Conosciamo la risposta. Non sappiamo come è cominciata.
«La spinta è venuta quando ho percepito la mia città come un possibile scenario per un romanzo. Fino a quel momento a Bari era stato ambientato solo il romanzo Capatosta di Beppe Lopez, ma era tanto diverso da quello che avevo in mente io».
Quindi è partito.
«Ho scritto il primo libro e ho mandato in giro il manoscritto per le case editrici».
Cosa è successo?
«C’è stato un editore che mi ha risposto dopo un anno e mezzo».
Per dire?
«Che avevano ritenuto il romanzo senza prospettive commerciali. Non si erano accorti che era già stato pubblicato da sei mesi. E che aveva già venduto 800 mila copie, anche se questo non potevano saperlo».
Stiamo parlando di «Testimone inconsapevole», pubblicato da Sellerio. «È stata Elvira Sellerio che ha avuto l’intuito».
Di cosa?
«Di tutto per il libro. È stata lei a chiamarmi per dire che voleva pubblicarlo. Era una mattina di maggio, il 14 maggio 2002. Erano le due e mezza del pomeriggio, non posso dimenticare».
Squilla il telefono e la vita cambia.
«Ho avuto un tuffo al cuore. Volevano pubblicare il mio primo libro, non ci credevo».
Quel libro è diventato un best seller.
«Siamo arrivati all’edizione numero 104, un record assoluto per un autore italiano vivente. Ma fosse stato per il mio titolo...».
Cosa sarebbe successo?
«Volevo chiamarlo: Quello che il bruco chiama la fine del mondo. Ci avevo messo pure i puntini di sospensione».
Elvira Sellerio che ha detto?
«Che con quel titolo non si vendeva neanche una copia».
Lei ha obiettato qualcosa?
«Impossibile con lei. Ci ha pensato un po’ e ha tirato fuori il titolo giusto. È stata sempre lei a volere che il protagonista del libro, l’avvocato Guido Guerrieri, diventasse il protagonista di una serie. Per me Testimone inconsapevole sarebbe rimasto un romanzo isolato».
La fortuna di trovare buoni maestri.
«Io sono sempre stato piuttosto fortunato».
In che cosa?
«In tanti aspetti della mia vita. Ma faccio un piccolo esempio per capire. Dovevo fare gli orali per il concorso in magistratura. C’erano tredici materie e quella per me più ostica era diritto ecclesiastico. Non sapevo niente, era arrivato il momento degli esami. Ho aperto a caso una pagina del libro di testo».
E le hanno chiesto proprio l’argomento di quella pagina...
«Già. E il professore mi disse che alla domanda di quell’argomento non aveva mai risposto nessuno».
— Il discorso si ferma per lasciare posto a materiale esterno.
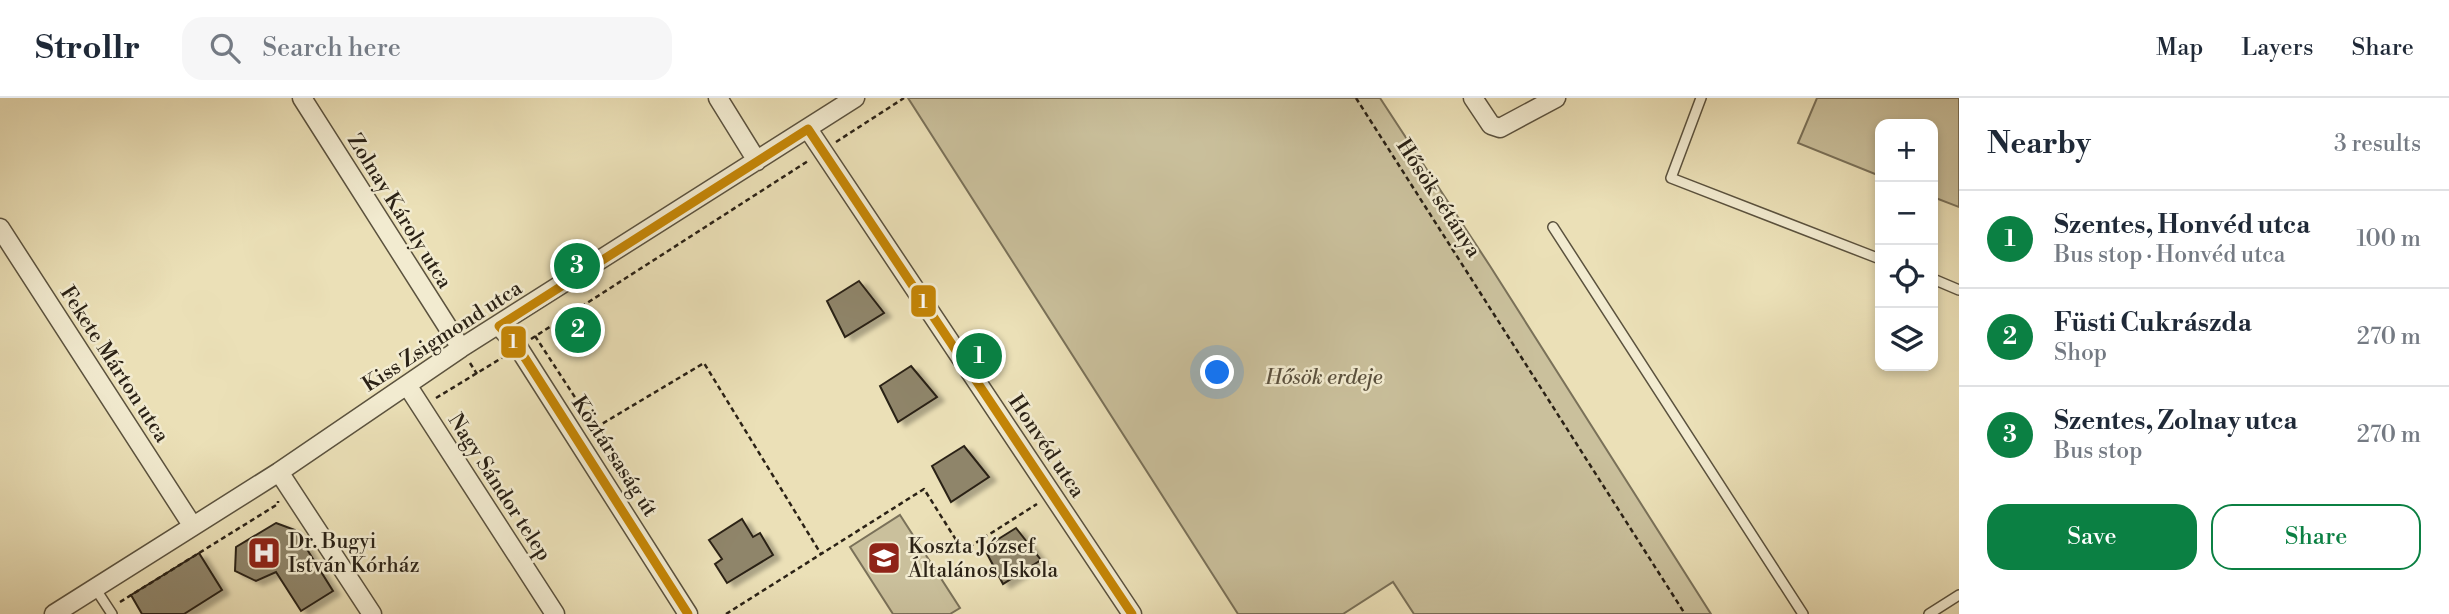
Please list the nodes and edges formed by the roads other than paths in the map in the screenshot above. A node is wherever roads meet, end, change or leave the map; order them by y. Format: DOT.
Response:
graph roads {
  1 [pos="302,98"];
  2 [pos="718,98"];
  3 [pos="855,98"];
  4 [pos="1473,98"];
  5 [pos="1556,98"];
  6 [pos="1701,98"];
  7 [pos="808,129"];
  8 [pos="757,161"];
  9 [pos="1553,227"];
  10 [pos="0,228"];
  11 [pos="1875,257"];
  12 [pos="1938,281"];
  13 [pos="1959,290"];
  14 [pos="499,326"];
  15 [pos="461,348"];
  16 [pos="407,385"];
  17 [pos="281,475"];
  18 [pos="192,525"];
  19 [pos="95,588"];
  20 [pos="1959,595"];
  21 [pos="110,611"];
  22 [pos="54,614"];
  23 [pos="372,614"];
  24 [pos="555,614"];
  25 [pos="688,614"];
  26 [pos="1132,614"];
  27 [pos="1803,614"];
  28 [pos="1930,614"];
  1 -- 15 [label="street, Zolnay Károly utca"];
  2 -- 8 [label="street"];
  3 -- 7 [label="street, Kiss Zsigmond utca"];
  4 -- 5 [label="street"];
  6 -- 11 [label="lane"];
  7 -- 8 [label="street, Kiss Zsigmond utca"];
  7 -- 26 [label="street, Honvéd utca"];
  8 -- 14 [label="street, Kiss Zsigmond utca"];
  9 -- 27 [label="lane"];
  10 -- 18 [label="street, Fekete Márton utca"];
  12 -- 13 [label="lane"];
  14 -- 15 [label="street, Kiss Zsigmond utca"];
  14 -- 25 [label="street, Köztársaság út"];
  15 -- 16 [label="street, Kiss Zsigmond utca"];
  16 -- 17 [label="street, Kiss Zsigmond utca"];
  16 -- 24 [label="street, Nagy Sándor telep"];
  17 -- 18 [label="street, Kiss Zsigmond utca"];
  17 -- 23 [label="street"];
  18 -- 19 [label="street, Kiss Zsigmond utca"];
  19 -- 21 [label="lane"];
  19 -- 22 [label="street, Kiss Zsigmond utca"];
  20 -- 28 [label="lane"];
}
C’è stato un momento in cui ha pensato che la fortuna l’aveva abbandonata?
«A Uluru».
Dove?
«Nel bel mezzo del deserto dell’Australia, un po’ di anni fa. Ero andato a fare una gita con un pullman e per una distrazione il pullman è ripartito senza di me. La città più vicina, Alice Springs, era a quattrocentocinquanta chilometri e non c’era campo per il cellulare».
Quindi?
«Panico. Panico vero».
Poi?
«Quando era già diventato buio, sono arrivati due hippie su un fuoristrada».
Ed è ripartita la ruota. Adesso si è fermata su «L’ora del caffè».
«Il libro scritto con mia figlia Giorgia».
A quattro mani?
«Piò o meno. Lo ha scritto quasi tutto Giorgia. Io però sono l’autore dell’ultimo capitolo che è il racconto in forma umoristica su come abbiamo deciso di fare il libro».
E come avete deciso?
«Tutto nasce da un podcast che poi è diventato il libro. Un’idea di mia figlia di mettere a confronto due punti di vista di generazioni diverse per sesso, e per sensibilità sui temi cruciali della modernità».
Cioè lei e Giorgia.
«Esattamente. Quattro mani per sette temi».
Lo scontro più aspro?
«Quello sulla crisi climatica. Ma non direi aspro. Partivamo dalla stessa opinione: è un problema gravissimo che deve essere affrontato con determinazione ai vari livelli della politica».
Dove arriva lo scontro?
«Giorgia mi rimprovera un ottimismo eccessivo nel vedere la soluzione del problema».
Come fa ad essere ottimista?
«Vado indietro nella storia e rifletto su cosa ha fatto l’umanità per crisi che sembravano insuperabili e che sono state invece superate in maniera inattesa».
Un esempio?
«Nel 1990 Nelson Mandela è uscito dal carcere dove era stato prigioniero per ventisette anni ed è diventato presidente del Sud Africa, dove c’era l’aprtheid fino a mezzo minuto prima. Non avremmo mai potuto immaginarlo».